## [Available records]
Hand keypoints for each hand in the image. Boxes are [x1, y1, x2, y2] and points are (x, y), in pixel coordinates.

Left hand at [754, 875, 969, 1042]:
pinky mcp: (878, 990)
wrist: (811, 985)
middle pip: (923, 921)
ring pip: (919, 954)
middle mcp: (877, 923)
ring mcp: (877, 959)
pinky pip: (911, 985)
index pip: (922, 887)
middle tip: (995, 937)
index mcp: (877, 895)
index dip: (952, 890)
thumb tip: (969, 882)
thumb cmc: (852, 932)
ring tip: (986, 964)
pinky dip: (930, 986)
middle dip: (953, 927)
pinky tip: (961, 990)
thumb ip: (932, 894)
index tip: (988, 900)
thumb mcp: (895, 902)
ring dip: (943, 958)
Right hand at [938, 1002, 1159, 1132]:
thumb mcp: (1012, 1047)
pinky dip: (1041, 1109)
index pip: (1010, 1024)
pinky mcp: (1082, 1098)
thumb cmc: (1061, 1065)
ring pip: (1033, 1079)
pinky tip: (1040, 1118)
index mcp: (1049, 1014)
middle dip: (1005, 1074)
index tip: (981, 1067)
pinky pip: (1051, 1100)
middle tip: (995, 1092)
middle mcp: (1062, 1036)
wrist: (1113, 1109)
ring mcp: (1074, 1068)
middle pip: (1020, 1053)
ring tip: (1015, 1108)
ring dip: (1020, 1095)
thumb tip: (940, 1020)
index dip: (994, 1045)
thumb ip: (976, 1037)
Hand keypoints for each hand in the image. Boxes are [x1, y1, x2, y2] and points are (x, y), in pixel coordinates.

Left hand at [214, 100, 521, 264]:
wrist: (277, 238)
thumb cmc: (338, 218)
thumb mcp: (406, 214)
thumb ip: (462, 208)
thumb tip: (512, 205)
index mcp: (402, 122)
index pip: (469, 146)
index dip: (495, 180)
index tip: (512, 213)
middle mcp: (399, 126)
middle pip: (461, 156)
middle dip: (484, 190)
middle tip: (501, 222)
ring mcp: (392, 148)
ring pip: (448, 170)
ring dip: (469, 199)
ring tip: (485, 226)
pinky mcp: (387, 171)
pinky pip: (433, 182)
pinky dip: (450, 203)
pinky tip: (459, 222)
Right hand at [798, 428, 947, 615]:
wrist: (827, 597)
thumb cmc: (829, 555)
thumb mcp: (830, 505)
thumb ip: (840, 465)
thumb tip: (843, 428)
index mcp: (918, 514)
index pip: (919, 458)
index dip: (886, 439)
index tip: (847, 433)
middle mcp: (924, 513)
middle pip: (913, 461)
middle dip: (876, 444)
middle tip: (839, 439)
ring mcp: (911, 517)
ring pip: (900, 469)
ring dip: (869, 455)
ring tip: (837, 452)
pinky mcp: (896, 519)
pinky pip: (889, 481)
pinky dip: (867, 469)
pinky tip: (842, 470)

## [Task brief]
Leaving nothing out, print each line above exactly.

## [Solved exercise]
Hand keypoints for each hand in the image. Boxes are [x1, y1, x2, y2] and points are (x, y), in pixel coordinates.

Left hand at [754, 875, 969, 1042]:
pinky mcp: (878, 990)
wrist: (811, 985)
middle pip: (923, 921)
ring pip: (919, 954)
middle mcp: (877, 923)
ring mcp: (877, 959)
pinky pip: (911, 985)
index pip: (922, 887)
middle tip: (995, 937)
index mcp: (877, 895)
index dip: (952, 890)
thumb tip: (969, 882)
thumb cmc: (852, 932)
ring tip: (986, 964)
pinky dip: (930, 986)
middle dip: (953, 927)
pinky tip: (961, 990)
thumb ip: (932, 894)
index tip: (988, 900)
thumb mcp: (895, 902)
ring dip: (943, 958)
Right hand at [938, 1002, 1159, 1132]:
thumb mcp: (1012, 1047)
pinky dip: (1041, 1109)
index pip: (1010, 1024)
pinky mcp: (1082, 1098)
thumb cmc: (1061, 1065)
ring pip: (1033, 1079)
pinky tip: (1040, 1118)
index mcp: (1049, 1014)
middle dip: (1005, 1074)
index tip: (981, 1067)
pinky pip: (1051, 1100)
middle tip: (995, 1092)
middle mcp: (1062, 1036)
wrist: (1113, 1109)
ring mcp: (1074, 1068)
middle pip: (1020, 1053)
ring tip: (1015, 1108)
ring dip: (1020, 1095)
thumb tip: (940, 1020)
index dip: (994, 1045)
thumb ip: (976, 1037)
Hand keypoints for each hand in the image. Boxes are [x1, y1, x2, y2] and points are (x, y), in pixel coordinates.

Left hand at [214, 100, 521, 264]:
wrist: (277, 238)
thumb cmc: (338, 218)
thumb mcp: (406, 214)
thumb ip: (462, 208)
thumb tip: (512, 205)
index mcp: (402, 122)
index pip: (469, 146)
index dip: (495, 180)
index tip: (512, 213)
middle mcp: (399, 126)
middle pip: (461, 156)
middle dip: (484, 190)
middle tip: (501, 222)
ring mcp: (392, 148)
ring pip: (448, 170)
ring dip: (469, 199)
ring tip: (485, 226)
pinky mcp: (387, 171)
pinky pip: (433, 182)
pinky dip: (450, 203)
pinky tip: (459, 222)
Right hand at [798, 428, 947, 615]:
wrist: (827, 597)
thumb cmc: (829, 555)
thumb mcp: (830, 505)
thumb ip: (840, 465)
thumb tip: (843, 428)
index mcp: (918, 514)
index pip: (919, 458)
index dip: (886, 439)
index tip: (847, 433)
middle mcp: (924, 513)
middle pip: (913, 461)
middle dip: (876, 444)
middle tip: (839, 439)
ring mcp: (911, 517)
ring pip: (900, 469)
ring dip: (869, 455)
ring tip: (837, 452)
pinky mcp: (896, 519)
pinky pip: (889, 481)
pinky dip: (867, 469)
pinky tip: (842, 470)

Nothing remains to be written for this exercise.